WORK REQUIRED >> Please return every line of the records below that contains the word "МОХАЧКА".

RECORDS SHOWN >>
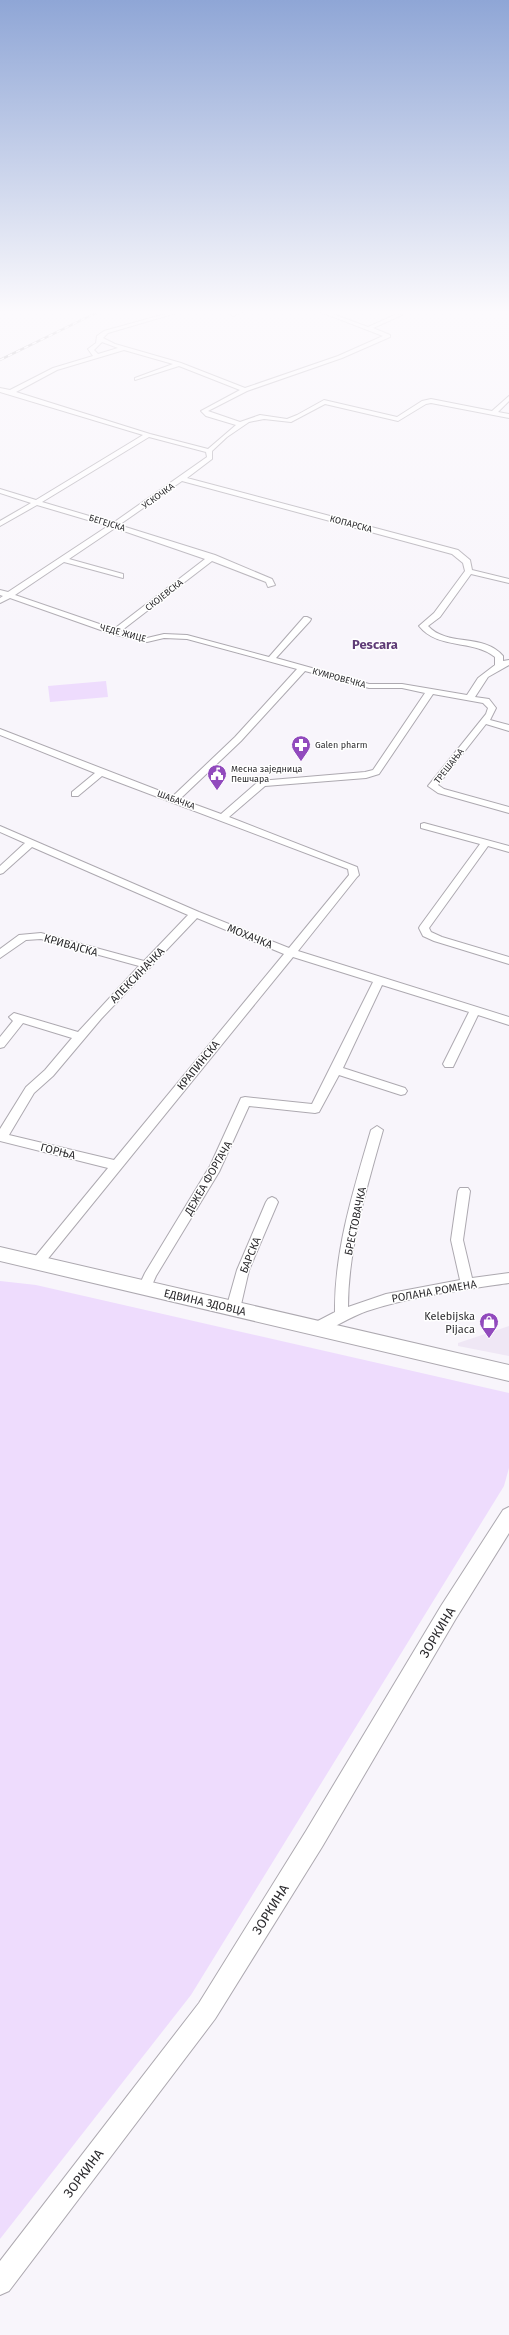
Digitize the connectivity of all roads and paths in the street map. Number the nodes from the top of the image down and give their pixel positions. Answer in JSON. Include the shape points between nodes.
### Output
{"nodes":[{"id":1,"x":98,"y":420,"type":"edge"},
{"id":2,"x":223,"y":420,"type":"edge"},
{"id":3,"x":252,"y":420,"type":"edge"},
{"id":4,"x":242,"y":425,"type":"junction"},
{"id":5,"x":148,"y":436,"type":"junction"},
{"id":6,"x":211,"y":449,"type":"junction"},
{"id":7,"x":182,"y":478,"type":"junction"},
{"id":8,"x":0,"y":491,"type":"edge"},
{"id":9,"x":38,"y":502,"type":"junction"},
{"id":10,"x":0,"y":524,"type":"edge"},
{"id":11,"x":116,"y":526,"type":"junction"},
{"id":12,"x":212,"y":557,"type":"junction"},
{"id":13,"x":65,"y":560,"type":"junction"},
{"id":14,"x":469,"y":570,"type":"junction"},
{"id":15,"x":120,"y":576,"type":"dead end"},
{"id":16,"x":509,"y":581,"type":"edge"},
{"id":17,"x":271,"y":585,"type":"dead end"},
{"id":18,"x":0,"y":592,"type":"edge"},
{"id":19,"x":9,"y":595,"type":"junction"},
{"id":20,"x":0,"y":601,"type":"edge"},
{"id":21,"x":307,"y":619,"type":"dead end"},
{"id":22,"x":115,"y":632,"type":"junction"},
{"id":23,"x":272,"y":658,"type":"junction"},
{"id":24,"x":509,"y":662,"type":"edge"},
{"id":25,"x":499,"y":665,"type":"junction"},
{"id":26,"x":302,"y":669,"type":"junction"},
{"id":27,"x":430,"y":692,"type":"junction"},
{"id":28,"x":470,"y":698,"type":"junction"},
{"id":29,"x":485,"y":721,"type":"junction"},
{"id":30,"x":509,"y":728,"type":"edge"},
{"id":31,"x":0,"y":732,"type":"edge"},
{"id":32,"x":100,"y":773,"type":"junction"},
{"id":33,"x":75,"y":794,"type":"dead end"},
{"id":34,"x":175,"y":799,"type":"junction"},
{"id":35,"x":509,"y":810,"type":"edge"},
{"id":36,"x":222,"y":818,"type":"junction"},
{"id":37,"x":424,"y":826,"type":"dead end"},
{"id":38,"x":0,"y":829,"type":"edge"},
{"id":39,"x":32,"y":842,"type":"junction"},
{"id":40,"x":486,"y":843,"type":"junction"},
{"id":41,"x":509,"y":849,"type":"edge"},
{"id":42,"x":352,"y":867,"type":"joint"},
{"id":43,"x":0,"y":871,"type":"edge"},
{"id":44,"x":195,"y":914,"type":"junction"},
{"id":45,"x":290,"y":952,"type":"junction"},
{"id":46,"x":0,"y":955,"type":"edge"},
{"id":47,"x":509,"y":961,"type":"edge"},
{"id":48,"x":148,"y":965,"type":"junction"},
{"id":49,"x":379,"y":980,"type":"junction"},
{"id":50,"x":475,"y":1011,"type":"junction"},
{"id":51,"x":509,"y":1021,"type":"edge"},
{"id":52,"x":79,"y":1036,"type":"junction"},
{"id":53,"x":0,"y":1044,"type":"edge"},
{"id":54,"x":449,"y":1064,"type":"dead end"},
{"id":55,"x":336,"y":1070,"type":"junction"},
{"id":56,"x":401,"y":1091,"type":"dead end"},
{"id":57,"x":377,"y":1130,"type":"dead end"},
{"id":58,"x":1,"y":1137,"type":"edge"},
{"id":59,"x":116,"y":1165,"type":"junction"},
{"id":60,"x":464,"y":1191,"type":"dead end"},
{"id":61,"x":272,"y":1202,"type":"dead end"},
{"id":62,"x":0,"y":1254,"type":"edge"},
{"id":63,"x":38,"y":1262,"type":"junction"},
{"id":64,"x":509,"y":1278,"type":"edge"},
{"id":65,"x":467,"y":1284,"type":"junction"},
{"id":66,"x":144,"y":1288,"type":"junction"},
{"id":67,"x":233,"y":1309,"type":"junction"},
{"id":68,"x":342,"y":1313,"type":"junction"},
{"id":69,"x":317,"y":1328,"type":"junction"},
{"id":70,"x":509,"y":1373,"type":"edge"},
{"id":71,"x":508,"y":1519,"type":"edge"},
{"id":72,"x":0,"y":2282,"type":"edge"}],
"edges":[{"from":1,"to":5,"type":"street"},
{"from":2,"to":4,"type":"street"},
{"from":3,"to":4,"type":"street","name":"УСКОЧКА"},
{"from":4,"to":6,"type":"street","name":"УСКОЧКА"},
{"from":5,"to":6,"type":"street"},
{"from":5,"to":9,"type":"street"},
{"from":6,"to":7,"type":"street","name":"УСКОЧКА","via":[[210,458]]},
{"from":7,"to":11,"type":"street","name":"УСКОЧКА"},
{"from":7,"to":14,"type":"street","name":"КОПАРСКА","via":[[454,552],[467,562]]},
{"from":8,"to":9,"type":"street","name":"БЕГЕЈСКА"},
{"from":9,"to":10,"type":"street"},
{"from":9,"to":11,"type":"street","name":"БЕГЕЈСКА"},
{"from":11,"to":12,"type":"street","name":"БЕГЕЈСКА"},
{"from":11,"to":13,"type":"street","name":"УСКОЧКА"},
{"from":12,"to":17,"type":"street","name":"БЕГЕЈСКА","via":[[269,581]]},
{"from":12,"to":22,"type":"street","name":"СКОЈЕВСКА"},
{"from":13,"to":15,"type":"street"},
{"from":13,"to":19,"type":"street","name":"УСКОЧКА"},
{"from":14,"to":16,"type":"street"},
{"from":14,"to":25,"type":"street","via":[[436,615],[423,626],[435,635],[490,649],[499,656]]},
{"from":18,"to":19,"type":"street","name":"ЧЕДЕ ЖИЦЕ"},
{"from":19,"to":20,"type":"street","name":"УСКОЧКА"},
{"from":19,"to":22,"type":"street","name":"ЧЕДЕ ЖИЦЕ"},
{"from":21,"to":23,"type":"street"},
{"from":22,"to":23,"type":"street","name":"ЧЕДЕ ЖИЦЕ","via":[[147,640],[164,636],[187,636]]},
{"from":23,"to":26,"type":"street","name":"КУМРОВЕЧКА"},
{"from":24,"to":25,"type":"street"},
{"from":25,"to":28,"type":"street","via":[[478,682]]},
{"from":26,"to":27,"type":"street","name":"КУМРОВЕЧКА","via":[[369,686],[402,686]]},
{"from":26,"to":34,"type":"street","via":[[238,739]]},
{"from":27,"to":28,"type":"street","name":"КУМРОВЕЧКА"},
{"from":27,"to":36,"type":"street","via":[[376,772],[366,775],[262,783]]},
{"from":28,"to":29,"type":"street","name":"КУМРОВЕЧКА","via":[[486,701],[491,705],[492,710]]},
{"from":29,"to":30,"type":"street"},
{"from":29,"to":35,"type":"street","name":"ТРЕШАЊА","via":[[433,786],[441,791]]},
{"from":31,"to":32,"type":"street","name":"ШАБАЧКА"},
{"from":32,"to":33,"type":"street"},
{"from":32,"to":34,"type":"street","name":"ШАБАЧКА"},
{"from":34,"to":36,"type":"street","name":"ШАБАЧКА"},
{"from":36,"to":42,"type":"street","name":"ШАБАЧКА"},
{"from":37,"to":40,"type":"street"},
{"from":38,"to":39,"type":"street","name":"МОХАЧКА"},
{"from":39,"to":43,"type":"street"},
{"from":39,"to":44,"type":"street","name":"МОХАЧКА"},
{"from":40,"to":41,"type":"street"},
{"from":40,"to":47,"type":"street","via":[[424,928],[427,934],[438,939]]},
{"from":42,"to":45,"type":"street","name":"КРАПИНСКА","via":[[354,875]]},
{"from":44,"to":45,"type":"street","name":"МОХАЧКА"},
{"from":44,"to":48,"type":"street","name":"АЛЕКСИНАЧКА"},
{"from":45,"to":49,"type":"street","name":"МОХАЧКА"},
{"from":45,"to":59,"type":"street","name":"КРАПИНСКА"},
{"from":46,"to":48,"type":"street","name":"КРИВАЈСКА","via":[[21,937],[28,935],[42,936]]},
{"from":48,"to":52,"type":"street","name":"АЛЕКСИНАЧКА"},
{"from":49,"to":50,"type":"street","name":"МОХАЧКА"},
{"from":49,"to":55,"type":"street","name":"ДЕЖЕА ФОРГАЧА"},
{"from":50,"to":51,"type":"street","name":"МОХАЧКА"},
{"from":50,"to":54,"type":"street"},
{"from":52,"to":53,"type":"street","via":[[17,1018]]},
{"from":52,"to":58,"type":"street","name":"АЛЕКСИНАЧКА","via":[[30,1090]]},
{"from":55,"to":56,"type":"street"},
{"from":55,"to":66,"type":"street","name":"ДЕЖЕА ФОРГАЧА","via":[[315,1109],[245,1101],[221,1159],[150,1273]]},
{"from":57,"to":68,"type":"street","name":"БРЕСТОВАЧКА","via":[[350,1237],[341,1296]]},
{"from":58,"to":59,"type":"street","name":"ГОРЊА"},
{"from":59,"to":63,"type":"street","name":"КРАПИНСКА"},
{"from":60,"to":65,"type":"street","via":[[457,1240]]},
{"from":61,"to":67,"type":"street","name":"БАРСКА","via":[[243,1270]]},
{"from":62,"to":63,"type":"main road","name":"ЕДВИНА ЗДОВЦА"},
{"from":63,"to":66,"type":"main road","name":"ЕДВИНА ЗДОВЦА"},
{"from":64,"to":65,"type":"street","name":"РОЛАНА РОМЕНА"},
{"from":65,"to":68,"type":"street","name":"РОЛАНА РОМЕНА","via":[[399,1296]]},
{"from":66,"to":67,"type":"main road","name":"ЕДВИНА ЗДОВЦА"},
{"from":67,"to":69,"type":"main road","name":"ЕДВИНА ЗДОВЦА"},
{"from":68,"to":69,"type":"street","name":"РОЛАНА РОМЕНА"},
{"from":69,"to":70,"type":"main road","name":"ЕДВИНА ЗДОВЦА"},
{"from":71,"to":72,"type":"street","name":"ЗОРКИНА","via":[[448,1613],[314,1839],[206,2011]]}]}
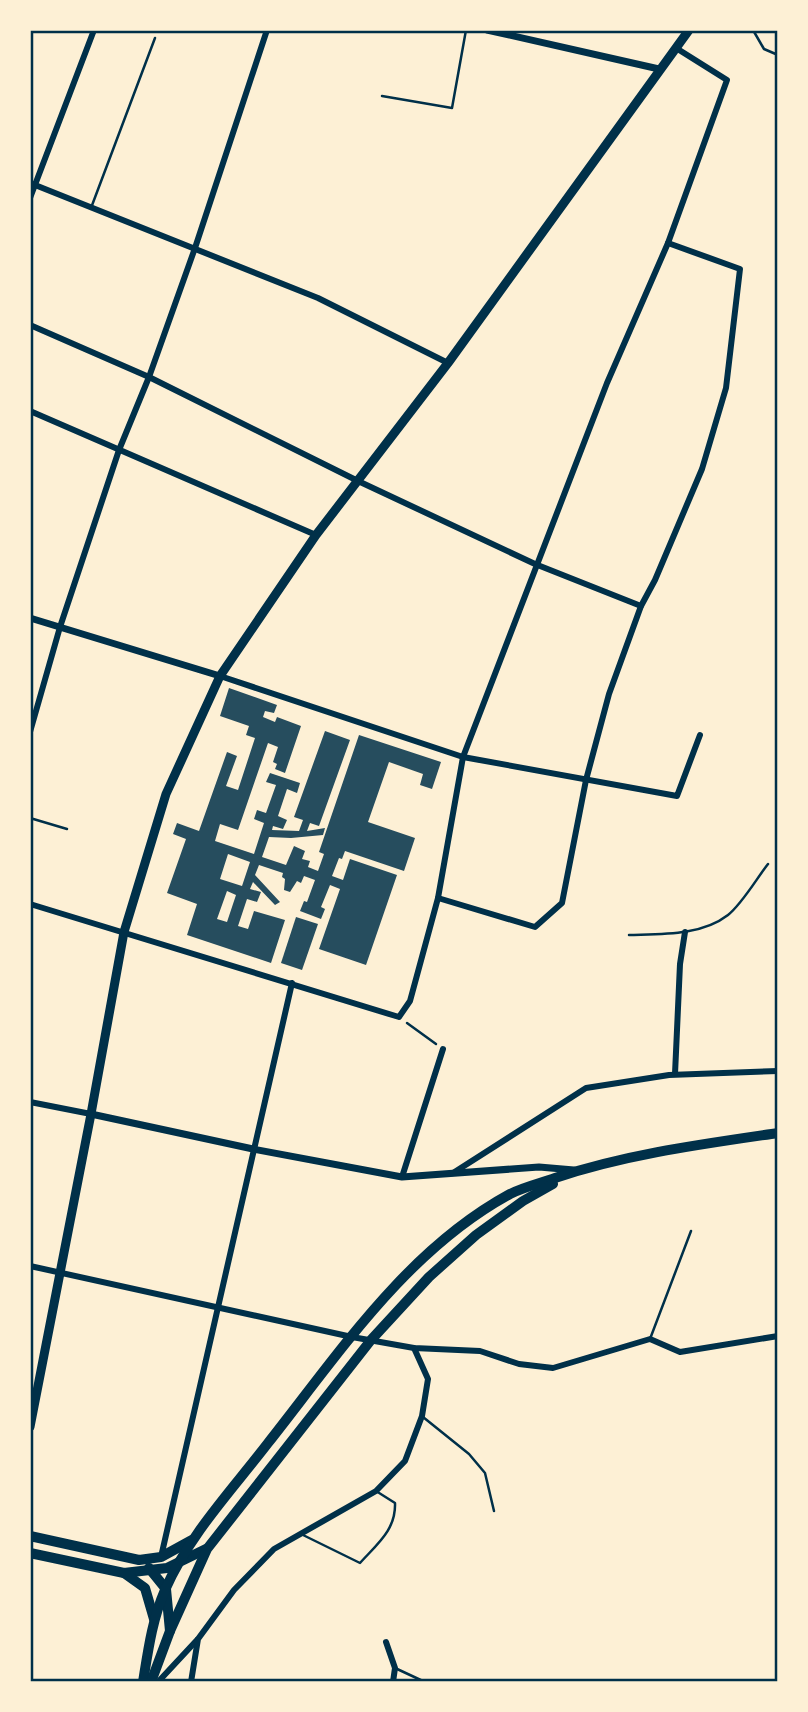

WRITTEN REPLY >>
{"from":38,"to":39,"type":"street","name":"МОХАЧКА"},
{"from":39,"to":44,"type":"street","name":"МОХАЧКА"},
{"from":44,"to":45,"type":"street","name":"МОХАЧКА"},
{"from":45,"to":49,"type":"street","name":"МОХАЧКА"},
{"from":49,"to":50,"type":"street","name":"МОХАЧКА"},
{"from":50,"to":51,"type":"street","name":"МОХАЧКА"},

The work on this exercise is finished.